• **Assignment**
Your reply is to be the lines below, exactly as written, with images omitted.

• **Material supplied**
▼

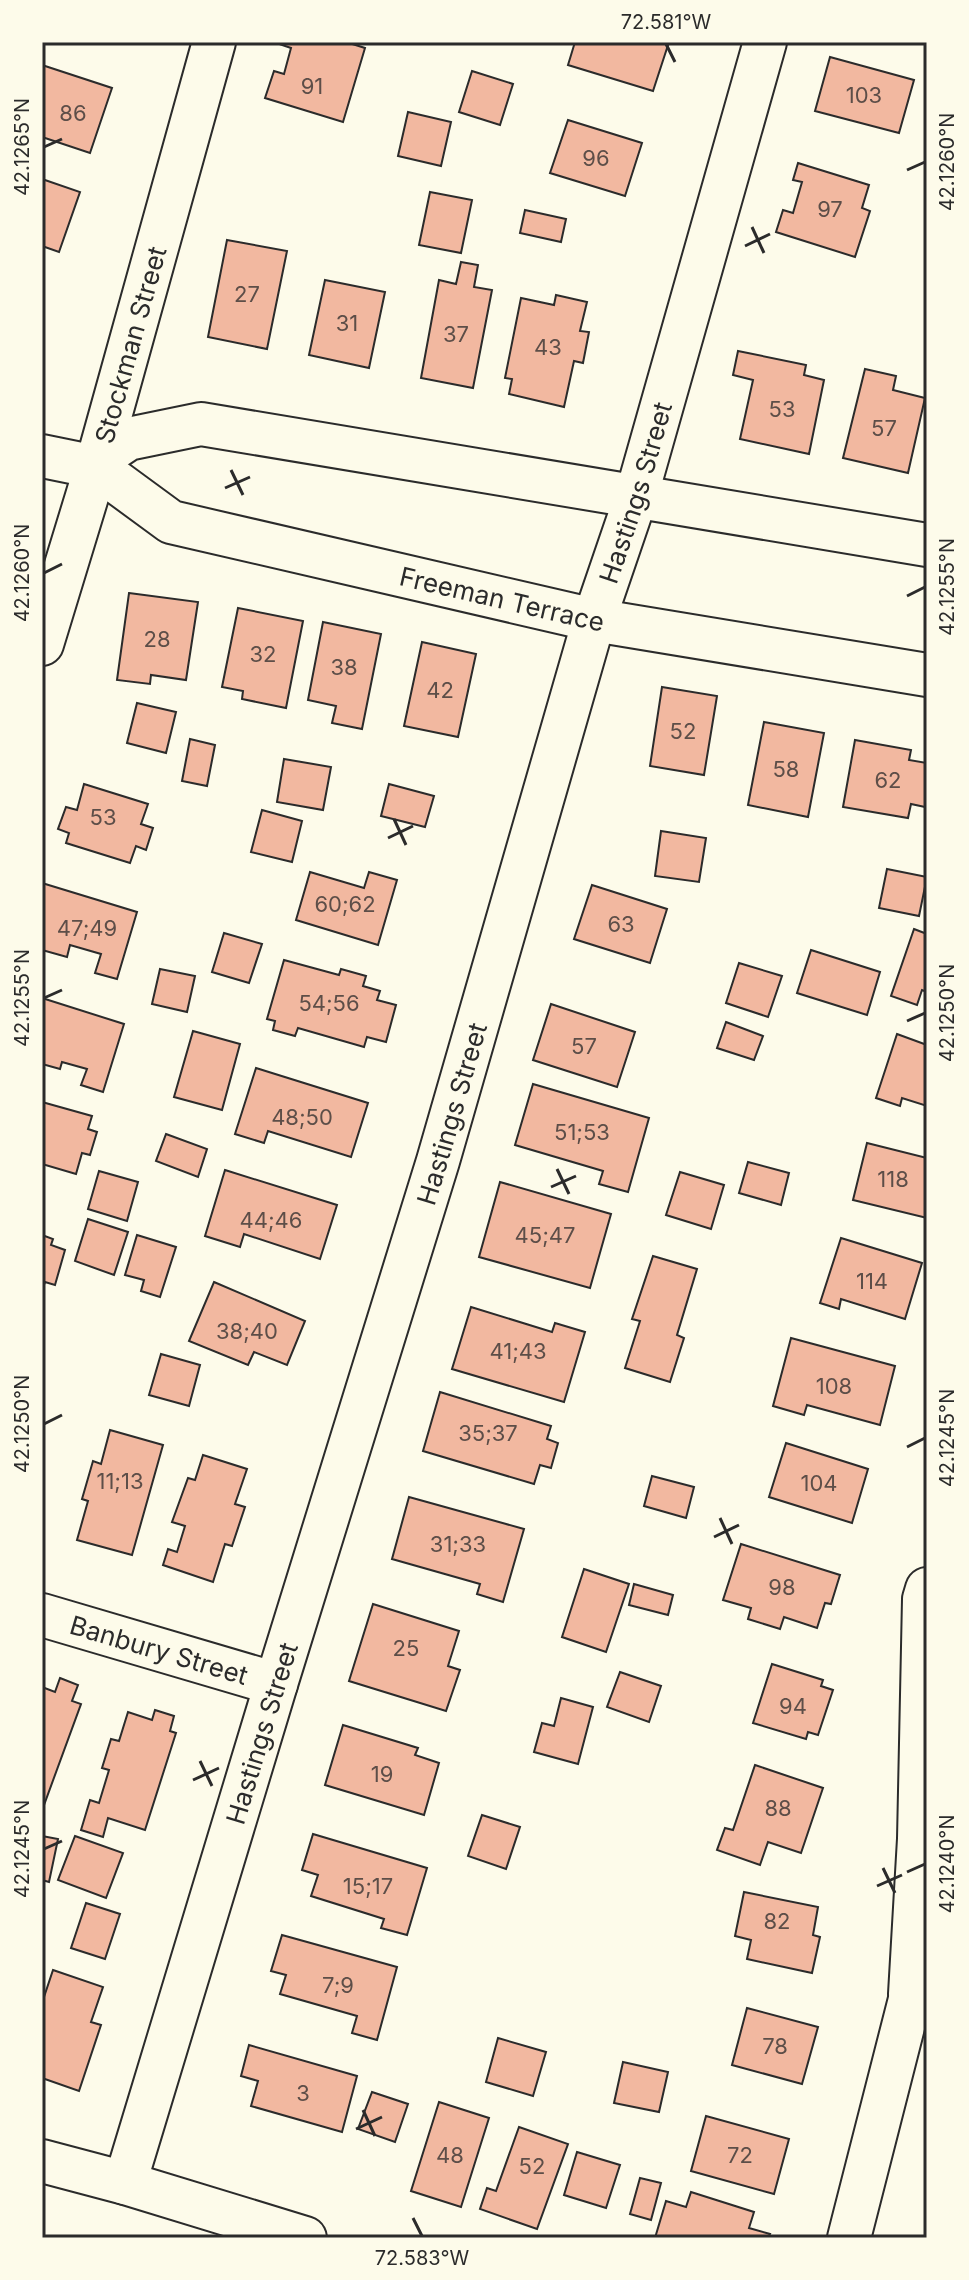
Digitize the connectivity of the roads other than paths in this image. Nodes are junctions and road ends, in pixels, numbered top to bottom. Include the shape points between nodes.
1 (214, 42) edge
2 (765, 42) edge
3 (42, 456) edge
4 (96, 467) junction
5 (636, 497) junction
6 (927, 545) edge
7 (594, 620) junction
8 (42, 644) edge
9 (927, 675) edge
10 (927, 1589) edge
11 (42, 1615) edge
12 (276, 1684) junction
13 (927, 1940) edge
14 (910, 1994) junction
15 (42, 2161) edge
16 (125, 2183) junction
17 (305, 2238) edge
18 (849, 2238) edge

1 - 4 street, Stockman Street
2 - 5 street, Hastings Street
3 - 4 street, Freeman Terrace
4 - 5 street via 128,439 201,424
4 - 7 street, Freeman Terrace via 171,522
4 - 8 street, Stockman Street
5 - 6 street
5 - 7 street, Hastings Street
7 - 9 street, Freeman Terrace
7 - 12 street, Hastings Street via 438,1161
10 - 14 street
11 - 12 street, Banbury Street
12 - 16 street, Hastings Street
13 - 14 street
14 - 18 street
15 - 16 street
16 - 17 street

▲

• **Exercise response**
Digitize the connectivity of the roads other than paths in this image. Nodes are junctions and road ends, in pixels, numbered top to bottom. Include the shape points between nodes.
1 (214, 42) edge
2 (765, 42) edge
3 (42, 456) edge
4 (96, 467) junction
5 (636, 497) junction
6 (927, 545) edge
7 (594, 620) junction
8 (42, 644) edge
9 (927, 675) edge
10 (927, 1589) edge
11 (42, 1615) edge
12 (276, 1684) junction
13 (927, 1940) edge
14 (910, 1994) junction
15 (42, 2161) edge
16 (125, 2183) junction
17 (305, 2238) edge
18 (849, 2238) edge

1 - 4 street, Stockman Street
2 - 5 street, Hastings Street
3 - 4 street, Freeman Terrace
4 - 5 street via 128,439 201,424
4 - 7 street, Freeman Terrace via 171,522
4 - 8 street, Stockman Street
5 - 6 street
5 - 7 street, Hastings Street
7 - 9 street, Freeman Terrace
7 - 12 street, Hastings Street via 438,1161
10 - 14 street
11 - 12 street, Banbury Street
12 - 16 street, Hastings Street
13 - 14 street
14 - 18 street
15 - 16 street
16 - 17 street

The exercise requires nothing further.